When viewed objectively, yoga seems like a great neck pain therapy, since it demonstrates many positive characteristics and few, if any, negative consequences of practice. The main downside to yoga is the cost of quality instruction and continuing practice if the student decides to attend instructor-supervised classes long-term. However, these costs can be significantly reduced by mastering the postures and practicing in a cost free environment at home, with friends or with like-minded non-commercial group participation.
Yoga Therapeutic Limitations
It is difficult to stop extolling the benefits of yoga and focus on the limitations of treatment, but for the sake of factual objectivity, that is what must be accomplished in this article to provide a balance viewpoint. Although we are including these potential downsides of practice, we still highly recommend yoga as a great lifestyle activity.
Since yoga will not address structural issues in the spine, it can not cure most anatomically-induced causes of neck pain. Spinal abnormalities that are definitively linked to the pain generation process will not usually benefit much from yoga participation, although the natural endorphins released during yoga will certainly help to temporarily decrease pain. Yoga may actually exacerbate some particular structural issues in the spine or surrounding musculature, so it is always strongly advised to consult your doctor or physical therapist before starting practice.
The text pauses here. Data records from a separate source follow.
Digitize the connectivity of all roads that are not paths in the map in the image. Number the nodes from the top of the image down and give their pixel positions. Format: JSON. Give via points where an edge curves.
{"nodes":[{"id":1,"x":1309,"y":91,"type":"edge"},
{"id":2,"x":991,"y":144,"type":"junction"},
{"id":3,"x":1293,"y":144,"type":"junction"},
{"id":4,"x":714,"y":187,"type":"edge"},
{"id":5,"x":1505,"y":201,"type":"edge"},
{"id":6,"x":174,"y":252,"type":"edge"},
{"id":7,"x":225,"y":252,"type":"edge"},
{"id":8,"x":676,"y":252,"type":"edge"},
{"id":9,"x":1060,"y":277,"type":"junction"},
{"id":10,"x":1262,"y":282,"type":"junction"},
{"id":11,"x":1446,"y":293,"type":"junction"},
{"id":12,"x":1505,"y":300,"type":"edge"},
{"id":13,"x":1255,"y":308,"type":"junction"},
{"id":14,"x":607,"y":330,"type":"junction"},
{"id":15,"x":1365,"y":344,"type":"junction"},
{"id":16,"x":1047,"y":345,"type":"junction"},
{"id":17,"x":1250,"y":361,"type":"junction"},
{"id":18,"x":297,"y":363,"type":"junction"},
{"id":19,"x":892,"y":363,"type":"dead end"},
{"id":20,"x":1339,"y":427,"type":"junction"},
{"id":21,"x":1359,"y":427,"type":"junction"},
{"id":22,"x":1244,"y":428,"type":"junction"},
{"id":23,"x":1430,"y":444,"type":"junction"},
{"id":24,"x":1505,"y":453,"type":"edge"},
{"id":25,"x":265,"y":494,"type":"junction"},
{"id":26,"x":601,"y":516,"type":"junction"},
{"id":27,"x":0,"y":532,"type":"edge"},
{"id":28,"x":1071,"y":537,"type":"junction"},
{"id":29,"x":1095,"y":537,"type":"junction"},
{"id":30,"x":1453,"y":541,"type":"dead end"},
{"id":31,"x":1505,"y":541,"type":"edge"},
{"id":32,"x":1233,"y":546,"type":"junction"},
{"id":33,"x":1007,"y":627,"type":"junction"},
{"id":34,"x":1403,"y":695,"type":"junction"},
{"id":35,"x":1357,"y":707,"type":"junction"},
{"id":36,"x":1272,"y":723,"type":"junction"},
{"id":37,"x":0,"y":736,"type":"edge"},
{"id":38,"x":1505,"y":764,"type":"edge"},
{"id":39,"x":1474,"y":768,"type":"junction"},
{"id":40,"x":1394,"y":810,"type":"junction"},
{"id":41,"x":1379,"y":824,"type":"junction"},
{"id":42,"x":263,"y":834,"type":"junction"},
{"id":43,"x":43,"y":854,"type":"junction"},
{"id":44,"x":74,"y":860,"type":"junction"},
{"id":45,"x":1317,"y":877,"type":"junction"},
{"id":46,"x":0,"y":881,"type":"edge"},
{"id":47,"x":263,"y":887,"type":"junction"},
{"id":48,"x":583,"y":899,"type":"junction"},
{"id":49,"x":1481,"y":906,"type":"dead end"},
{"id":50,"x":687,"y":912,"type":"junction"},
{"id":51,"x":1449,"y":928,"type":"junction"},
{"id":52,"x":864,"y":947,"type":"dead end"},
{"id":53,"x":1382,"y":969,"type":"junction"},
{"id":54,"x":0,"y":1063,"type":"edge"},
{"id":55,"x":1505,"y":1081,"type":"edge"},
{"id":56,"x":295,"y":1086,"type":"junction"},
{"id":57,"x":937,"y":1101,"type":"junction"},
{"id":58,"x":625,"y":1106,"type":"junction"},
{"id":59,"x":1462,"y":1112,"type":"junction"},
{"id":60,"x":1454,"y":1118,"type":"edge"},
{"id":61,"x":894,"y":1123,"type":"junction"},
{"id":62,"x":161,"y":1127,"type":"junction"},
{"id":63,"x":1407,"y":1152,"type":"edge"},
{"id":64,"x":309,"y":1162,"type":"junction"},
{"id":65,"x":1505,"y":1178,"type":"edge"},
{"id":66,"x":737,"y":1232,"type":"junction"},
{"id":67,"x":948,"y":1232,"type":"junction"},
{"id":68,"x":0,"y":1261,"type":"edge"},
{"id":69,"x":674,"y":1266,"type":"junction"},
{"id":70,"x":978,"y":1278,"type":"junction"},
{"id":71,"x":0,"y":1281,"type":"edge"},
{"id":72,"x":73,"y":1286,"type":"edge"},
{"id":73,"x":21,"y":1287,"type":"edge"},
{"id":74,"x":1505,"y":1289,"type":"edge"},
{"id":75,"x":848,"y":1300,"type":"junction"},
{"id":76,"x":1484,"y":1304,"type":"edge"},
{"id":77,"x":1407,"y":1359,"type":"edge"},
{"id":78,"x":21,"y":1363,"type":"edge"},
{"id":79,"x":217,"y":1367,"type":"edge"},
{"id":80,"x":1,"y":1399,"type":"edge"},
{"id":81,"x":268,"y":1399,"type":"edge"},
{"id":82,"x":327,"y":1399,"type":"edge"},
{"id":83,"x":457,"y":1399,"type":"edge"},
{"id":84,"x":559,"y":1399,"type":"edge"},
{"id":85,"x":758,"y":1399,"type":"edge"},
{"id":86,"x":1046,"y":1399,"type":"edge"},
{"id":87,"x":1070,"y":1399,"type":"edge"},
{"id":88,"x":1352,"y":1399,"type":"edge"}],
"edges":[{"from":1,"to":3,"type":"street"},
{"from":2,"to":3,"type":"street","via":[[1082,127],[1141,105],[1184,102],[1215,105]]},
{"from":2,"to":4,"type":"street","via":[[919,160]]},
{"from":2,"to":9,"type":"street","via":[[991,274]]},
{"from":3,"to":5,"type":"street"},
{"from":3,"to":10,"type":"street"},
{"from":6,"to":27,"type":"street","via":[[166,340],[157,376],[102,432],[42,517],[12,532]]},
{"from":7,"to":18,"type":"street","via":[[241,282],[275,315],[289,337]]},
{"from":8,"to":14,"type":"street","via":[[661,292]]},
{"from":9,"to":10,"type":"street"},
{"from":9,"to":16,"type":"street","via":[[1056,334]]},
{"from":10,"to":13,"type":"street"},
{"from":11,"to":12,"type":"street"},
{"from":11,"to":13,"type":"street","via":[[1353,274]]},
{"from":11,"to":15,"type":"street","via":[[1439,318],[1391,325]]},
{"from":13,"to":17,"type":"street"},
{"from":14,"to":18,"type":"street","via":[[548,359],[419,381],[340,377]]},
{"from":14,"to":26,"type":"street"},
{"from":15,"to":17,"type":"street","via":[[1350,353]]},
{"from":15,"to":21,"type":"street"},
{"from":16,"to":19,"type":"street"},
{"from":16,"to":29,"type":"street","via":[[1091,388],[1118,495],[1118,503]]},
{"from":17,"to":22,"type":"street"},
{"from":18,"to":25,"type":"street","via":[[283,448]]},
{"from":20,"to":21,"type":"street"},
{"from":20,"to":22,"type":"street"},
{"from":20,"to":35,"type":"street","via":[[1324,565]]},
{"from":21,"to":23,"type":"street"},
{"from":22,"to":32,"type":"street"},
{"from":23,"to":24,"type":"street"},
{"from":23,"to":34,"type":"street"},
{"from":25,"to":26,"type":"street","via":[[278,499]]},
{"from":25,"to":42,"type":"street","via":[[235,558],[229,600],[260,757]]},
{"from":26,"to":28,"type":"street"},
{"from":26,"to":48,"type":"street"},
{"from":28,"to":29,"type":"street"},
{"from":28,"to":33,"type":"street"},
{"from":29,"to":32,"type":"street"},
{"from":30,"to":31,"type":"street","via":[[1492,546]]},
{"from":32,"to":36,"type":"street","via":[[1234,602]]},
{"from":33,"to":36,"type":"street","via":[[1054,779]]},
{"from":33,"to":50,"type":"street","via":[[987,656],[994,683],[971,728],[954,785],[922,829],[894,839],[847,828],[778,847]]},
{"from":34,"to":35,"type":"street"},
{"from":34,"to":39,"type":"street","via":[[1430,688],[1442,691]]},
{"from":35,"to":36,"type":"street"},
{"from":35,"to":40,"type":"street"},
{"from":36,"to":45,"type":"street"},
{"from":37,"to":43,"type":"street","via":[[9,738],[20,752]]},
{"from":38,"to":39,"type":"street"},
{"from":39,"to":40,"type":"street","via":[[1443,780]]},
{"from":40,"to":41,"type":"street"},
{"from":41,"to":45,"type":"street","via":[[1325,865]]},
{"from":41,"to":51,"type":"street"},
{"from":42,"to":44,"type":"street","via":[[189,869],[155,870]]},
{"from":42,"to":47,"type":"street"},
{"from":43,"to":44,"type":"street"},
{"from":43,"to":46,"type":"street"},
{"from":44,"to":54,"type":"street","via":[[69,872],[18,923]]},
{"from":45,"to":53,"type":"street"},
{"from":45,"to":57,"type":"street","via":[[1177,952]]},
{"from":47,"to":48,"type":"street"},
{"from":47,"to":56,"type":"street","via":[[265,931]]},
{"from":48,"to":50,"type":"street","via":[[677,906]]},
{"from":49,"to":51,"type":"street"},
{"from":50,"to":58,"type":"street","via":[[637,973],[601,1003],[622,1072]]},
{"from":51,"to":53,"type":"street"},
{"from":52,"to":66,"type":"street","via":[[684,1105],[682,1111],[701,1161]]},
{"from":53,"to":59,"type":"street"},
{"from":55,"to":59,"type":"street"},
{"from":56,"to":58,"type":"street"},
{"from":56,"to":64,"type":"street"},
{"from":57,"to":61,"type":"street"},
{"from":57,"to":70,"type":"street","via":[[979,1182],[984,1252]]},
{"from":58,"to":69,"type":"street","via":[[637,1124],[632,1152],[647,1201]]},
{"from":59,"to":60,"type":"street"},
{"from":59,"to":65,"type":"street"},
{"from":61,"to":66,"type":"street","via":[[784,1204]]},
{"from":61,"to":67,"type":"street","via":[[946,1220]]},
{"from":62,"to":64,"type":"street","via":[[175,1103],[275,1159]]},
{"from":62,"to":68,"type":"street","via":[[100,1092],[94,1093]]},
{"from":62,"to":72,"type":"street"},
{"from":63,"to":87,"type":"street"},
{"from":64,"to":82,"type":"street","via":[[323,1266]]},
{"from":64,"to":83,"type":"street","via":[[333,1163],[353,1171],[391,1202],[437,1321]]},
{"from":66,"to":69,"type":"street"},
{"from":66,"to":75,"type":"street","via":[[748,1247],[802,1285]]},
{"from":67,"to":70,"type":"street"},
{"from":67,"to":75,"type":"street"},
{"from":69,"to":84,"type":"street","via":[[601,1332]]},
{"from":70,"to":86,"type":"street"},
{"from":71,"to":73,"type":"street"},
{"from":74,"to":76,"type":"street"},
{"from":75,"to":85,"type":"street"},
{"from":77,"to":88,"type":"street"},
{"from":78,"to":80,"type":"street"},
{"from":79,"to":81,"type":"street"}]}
Some of the best benefits of yoga, or any type of active exercise therapy, are experienced by patients suffering from mindbody-enacted ischemia. Although it is great that these people can find significant temporary relief from their pain using exercise, the underlying psychoemotional reasons for the syndrome remain undiscovered and untreated, meaning that pain will continue until the patient acknowledges the psychogenic causation and its root causative mechanism. While yoga does not prevent the patient from exploring these possibilities, it may act as a distraction and delay resolution of pain that may be better treated using psychoemotional care, such as that offered by the alternative path of knowledge therapy.
Yoga for Neck Pain Evaluation
Yoga should be compared to other symptomatic care methods when making an overall determination of its worth in treating chronic neck pain. When stacked against other forms of exercise therapy, yoga ranks among the best, including swimming. However, when ranked against most professionally-applied care practices, yoga truly shines.
Yoga does not have the inherent costs of complementary care practices, such as chiropractic, massage or acupuncture. Although these are positive and all-natural solutions for neck pain, they do still involve considerable monetary investment on a very long-term basis. When contrasted against typical medical symptom-based remedies, yoga really stands out as a natural winner, since it does not demonstrate any of the sizeable risks of drug or injection therapies and actually provides about the same level of symptomatic relief according to many noted studies.
So in closing, we stand behind our recommendation of yoga as a great alternative method of pain management that might allow patients to reduce or eliminate dangerous drugs from their therapy program. However, compared to curative interventions that can positively identify and resolve the underlying origin of symptoms, regardless of whether these might be anatomical or psychoemotional, yoga demonstrates the same weakness inherent to all symptomatic practices. In essence, it might make you feel better, but it will not cure the actual problem which is causing your pain. Additionally, practice will need to be continued for life in order for the benefits to endure. However, since yoga does provide so many health boons, participating for life is certainly not a bad idea.